本文針對四種不同圓孔角度及五種不同圓孔直徑的6061-T6鋁合金圓管作循環彎曲負載的實驗，並觀察其力學行為和損壞破裂的狀況，進而提出預估循環至損壞圈數的理論方程式。本次實驗中考慮的不同圓孔角度分別有:0o、30o、60o及90o，不同的圓形孔直徑分別有:2、4、6、8及10mm，而所分析的力學行為包括有:彎矩-曲度、橢圓化-曲度及控制曲度-循環至損壞圈數的關係。其中方向0o的實驗數據來自於邱易賦【28】的論文。根據實驗彎矩-曲度關係中顯示，當對稱的循環彎曲負載時，6061-T6鋁合金圓管會產生些許的循環硬化現象，且隨圈數增加漸趨於穩定迴圈，同時可以發現不同角度及不同圓孔直徑對曲線影響甚小。從橢圓化-曲度關係中可發現，在對稱循環彎曲負載下，圓孔直徑愈大或角度越小時，橢圓化增長的速度就愈快，且迴圈形成的字形就愈明顯。最後，本文參考Kyriakides 和 Shaw【3】所提出的控制曲度與循環至損壞圈數的關係式，並根據實驗數據提出經驗公式，藉以描述不同圓孔角度與不同圓孔直徑6061-T6鋁合金圓管在循環彎曲負載下的控制曲度-循環至損壞圈數關係。經過與實驗值的比較後發現，理論模式能夠合理的描述出實驗結果。
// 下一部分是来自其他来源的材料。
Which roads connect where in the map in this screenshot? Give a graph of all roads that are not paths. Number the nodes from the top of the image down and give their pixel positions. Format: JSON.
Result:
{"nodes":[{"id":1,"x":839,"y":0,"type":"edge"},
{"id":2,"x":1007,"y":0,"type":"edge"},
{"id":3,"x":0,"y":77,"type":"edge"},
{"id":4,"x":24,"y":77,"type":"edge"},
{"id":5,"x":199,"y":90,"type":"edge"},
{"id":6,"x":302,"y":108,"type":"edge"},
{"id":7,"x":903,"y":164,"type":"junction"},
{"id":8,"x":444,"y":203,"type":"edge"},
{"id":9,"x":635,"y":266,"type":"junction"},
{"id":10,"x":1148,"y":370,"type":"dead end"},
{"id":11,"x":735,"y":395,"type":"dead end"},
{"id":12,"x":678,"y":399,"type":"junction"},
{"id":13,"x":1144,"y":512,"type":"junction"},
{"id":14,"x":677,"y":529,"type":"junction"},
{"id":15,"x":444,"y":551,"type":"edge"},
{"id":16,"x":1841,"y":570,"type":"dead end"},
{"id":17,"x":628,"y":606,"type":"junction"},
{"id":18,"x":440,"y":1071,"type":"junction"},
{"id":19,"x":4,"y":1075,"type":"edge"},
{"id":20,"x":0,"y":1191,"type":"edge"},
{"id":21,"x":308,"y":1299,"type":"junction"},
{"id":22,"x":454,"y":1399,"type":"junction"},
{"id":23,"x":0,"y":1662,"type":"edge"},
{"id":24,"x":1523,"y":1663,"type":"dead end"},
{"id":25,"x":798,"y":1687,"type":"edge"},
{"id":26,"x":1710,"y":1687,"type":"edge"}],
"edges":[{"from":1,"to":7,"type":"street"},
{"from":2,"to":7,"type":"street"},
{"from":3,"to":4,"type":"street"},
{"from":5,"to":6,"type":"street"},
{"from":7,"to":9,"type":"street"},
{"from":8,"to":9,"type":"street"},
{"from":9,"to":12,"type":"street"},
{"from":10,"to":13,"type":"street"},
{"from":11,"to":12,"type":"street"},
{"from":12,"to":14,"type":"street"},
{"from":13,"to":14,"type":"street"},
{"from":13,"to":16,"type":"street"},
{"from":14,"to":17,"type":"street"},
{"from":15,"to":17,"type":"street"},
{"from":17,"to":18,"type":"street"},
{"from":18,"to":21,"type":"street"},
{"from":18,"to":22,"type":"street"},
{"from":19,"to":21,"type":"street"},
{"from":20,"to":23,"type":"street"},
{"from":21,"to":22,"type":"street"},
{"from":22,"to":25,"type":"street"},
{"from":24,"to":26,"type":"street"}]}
This paper is mainly to study the response and collapse of 6061-T6 aluminum alloy tubes with four different round-hole directions of 0°, 30°, 60°, and 90° and five different round-hole diameters of 2, 4, 6, 8 and 10 mm under cycling bending. The tube bending machine was used to control, measure and collect the experimental data. During the symmetrical cycling bending, it can be observed from the experimental moment-curvature curves that the loops exhibit a little bit cyclic hardening and become stable after a few bending cycles. Round-hole diameters and directions show minimal influence on the moment–curvature relationship. Next, from the experimental ovalization-curvature curves, the ovalization of the tube’s crosssection increases in asymmetrical and ratcheting manner for tubes with a small diameter and a large direction. However, a larger round-hole diameter and smaller direction leads to a more asymmetrical ovalization- curvature curve. Inaddition, a larger diameter causes a larger ovalization of the tube’s cross section. It is shown from the experimental controlled curvature- number of bending cycles required to ignite failure relationships on a log-log scale that five parallel straight lines can be found for each diameter. Finally, a theoretical formulation was proposed in this thesis to simulate the relationships between the controlled curvature and the number of bending cycles required to produce failure. By comparing the theoretical analysis with the experimental data, it is shown that the theoretical formulation can properly simulate the experimental results.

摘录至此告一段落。